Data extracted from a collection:
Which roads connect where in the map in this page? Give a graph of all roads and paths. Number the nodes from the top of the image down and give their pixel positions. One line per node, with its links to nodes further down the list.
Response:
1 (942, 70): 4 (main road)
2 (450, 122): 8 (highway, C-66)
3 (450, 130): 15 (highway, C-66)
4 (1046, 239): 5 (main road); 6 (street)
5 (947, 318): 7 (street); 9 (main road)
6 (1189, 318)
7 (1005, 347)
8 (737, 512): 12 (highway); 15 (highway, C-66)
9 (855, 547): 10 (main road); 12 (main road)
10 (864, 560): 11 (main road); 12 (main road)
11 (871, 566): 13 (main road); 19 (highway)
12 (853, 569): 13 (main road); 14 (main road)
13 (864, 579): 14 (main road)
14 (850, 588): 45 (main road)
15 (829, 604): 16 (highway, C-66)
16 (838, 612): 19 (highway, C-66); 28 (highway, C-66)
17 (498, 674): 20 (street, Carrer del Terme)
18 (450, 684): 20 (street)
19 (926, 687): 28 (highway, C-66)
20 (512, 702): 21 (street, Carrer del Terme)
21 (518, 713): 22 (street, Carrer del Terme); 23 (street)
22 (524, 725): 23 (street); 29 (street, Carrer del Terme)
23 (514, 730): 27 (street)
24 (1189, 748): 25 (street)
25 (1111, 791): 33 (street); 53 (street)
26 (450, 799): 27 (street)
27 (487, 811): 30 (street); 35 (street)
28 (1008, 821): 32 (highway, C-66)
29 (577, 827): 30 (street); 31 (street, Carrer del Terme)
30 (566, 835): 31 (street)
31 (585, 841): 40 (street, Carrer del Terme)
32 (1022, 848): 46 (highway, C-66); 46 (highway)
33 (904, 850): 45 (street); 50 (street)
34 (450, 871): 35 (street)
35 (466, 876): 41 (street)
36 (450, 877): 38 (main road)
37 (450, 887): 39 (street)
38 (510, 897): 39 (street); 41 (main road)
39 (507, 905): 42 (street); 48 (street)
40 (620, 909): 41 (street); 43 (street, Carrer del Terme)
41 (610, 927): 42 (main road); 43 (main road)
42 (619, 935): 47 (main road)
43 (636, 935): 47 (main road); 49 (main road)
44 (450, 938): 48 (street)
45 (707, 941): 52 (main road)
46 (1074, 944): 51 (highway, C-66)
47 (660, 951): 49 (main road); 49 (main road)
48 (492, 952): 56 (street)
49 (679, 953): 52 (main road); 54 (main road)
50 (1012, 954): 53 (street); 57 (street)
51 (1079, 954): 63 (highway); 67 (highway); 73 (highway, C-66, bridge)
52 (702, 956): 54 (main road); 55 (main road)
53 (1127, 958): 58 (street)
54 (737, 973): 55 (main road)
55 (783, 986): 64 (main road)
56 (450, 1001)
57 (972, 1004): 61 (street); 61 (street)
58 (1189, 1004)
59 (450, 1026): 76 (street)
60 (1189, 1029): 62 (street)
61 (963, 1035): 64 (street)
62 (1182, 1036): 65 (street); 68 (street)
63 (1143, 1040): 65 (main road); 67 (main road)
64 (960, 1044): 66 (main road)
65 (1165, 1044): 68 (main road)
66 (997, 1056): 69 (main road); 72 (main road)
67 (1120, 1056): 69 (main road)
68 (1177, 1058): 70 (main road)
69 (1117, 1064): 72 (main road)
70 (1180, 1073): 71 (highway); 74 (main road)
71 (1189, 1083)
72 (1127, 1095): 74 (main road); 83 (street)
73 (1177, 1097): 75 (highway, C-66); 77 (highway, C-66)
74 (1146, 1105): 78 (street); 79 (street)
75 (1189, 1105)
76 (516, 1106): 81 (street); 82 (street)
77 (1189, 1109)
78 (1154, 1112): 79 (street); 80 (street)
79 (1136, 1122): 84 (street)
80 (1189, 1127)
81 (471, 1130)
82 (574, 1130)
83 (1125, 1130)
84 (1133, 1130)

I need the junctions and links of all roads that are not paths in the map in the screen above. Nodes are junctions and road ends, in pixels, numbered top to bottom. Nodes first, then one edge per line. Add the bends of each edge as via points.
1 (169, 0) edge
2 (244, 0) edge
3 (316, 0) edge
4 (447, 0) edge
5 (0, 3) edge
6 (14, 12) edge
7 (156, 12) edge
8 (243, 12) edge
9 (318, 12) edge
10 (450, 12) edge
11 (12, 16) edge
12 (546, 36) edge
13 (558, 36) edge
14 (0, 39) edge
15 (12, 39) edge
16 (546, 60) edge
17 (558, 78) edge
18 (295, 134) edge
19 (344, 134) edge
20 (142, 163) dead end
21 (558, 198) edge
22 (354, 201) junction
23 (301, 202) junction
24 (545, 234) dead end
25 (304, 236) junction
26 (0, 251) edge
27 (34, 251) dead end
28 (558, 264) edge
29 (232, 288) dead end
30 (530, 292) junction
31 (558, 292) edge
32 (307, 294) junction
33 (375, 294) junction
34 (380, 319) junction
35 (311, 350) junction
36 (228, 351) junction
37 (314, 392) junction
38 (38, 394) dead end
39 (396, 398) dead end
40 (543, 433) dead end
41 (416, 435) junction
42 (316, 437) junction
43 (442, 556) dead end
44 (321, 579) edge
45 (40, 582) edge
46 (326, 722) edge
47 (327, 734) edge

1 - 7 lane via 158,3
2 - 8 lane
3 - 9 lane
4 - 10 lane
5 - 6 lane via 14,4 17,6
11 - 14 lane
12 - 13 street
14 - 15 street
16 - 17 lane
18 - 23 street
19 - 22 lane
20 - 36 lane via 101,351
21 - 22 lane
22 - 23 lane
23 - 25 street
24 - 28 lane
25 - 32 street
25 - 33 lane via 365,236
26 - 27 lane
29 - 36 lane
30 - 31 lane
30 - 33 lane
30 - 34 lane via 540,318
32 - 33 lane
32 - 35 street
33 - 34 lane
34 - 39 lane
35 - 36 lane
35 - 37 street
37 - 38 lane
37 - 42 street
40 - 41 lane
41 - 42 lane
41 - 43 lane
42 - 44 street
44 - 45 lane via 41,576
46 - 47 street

_Directions for this task_
Above are some records. Copy each of their lines that holds the string "Terme".

_Exercise answer_
17 (498, 674): 20 (street, Carrer del Terme)
20 (512, 702): 21 (street, Carrer del Terme)
21 (518, 713): 22 (street, Carrer del Terme); 23 (street)
22 (524, 725): 23 (street); 29 (street, Carrer del Terme)
29 (577, 827): 30 (street); 31 (street, Carrer del Terme)
31 (585, 841): 40 (street, Carrer del Terme)
40 (620, 909): 41 (street); 43 (street, Carrer del Terme)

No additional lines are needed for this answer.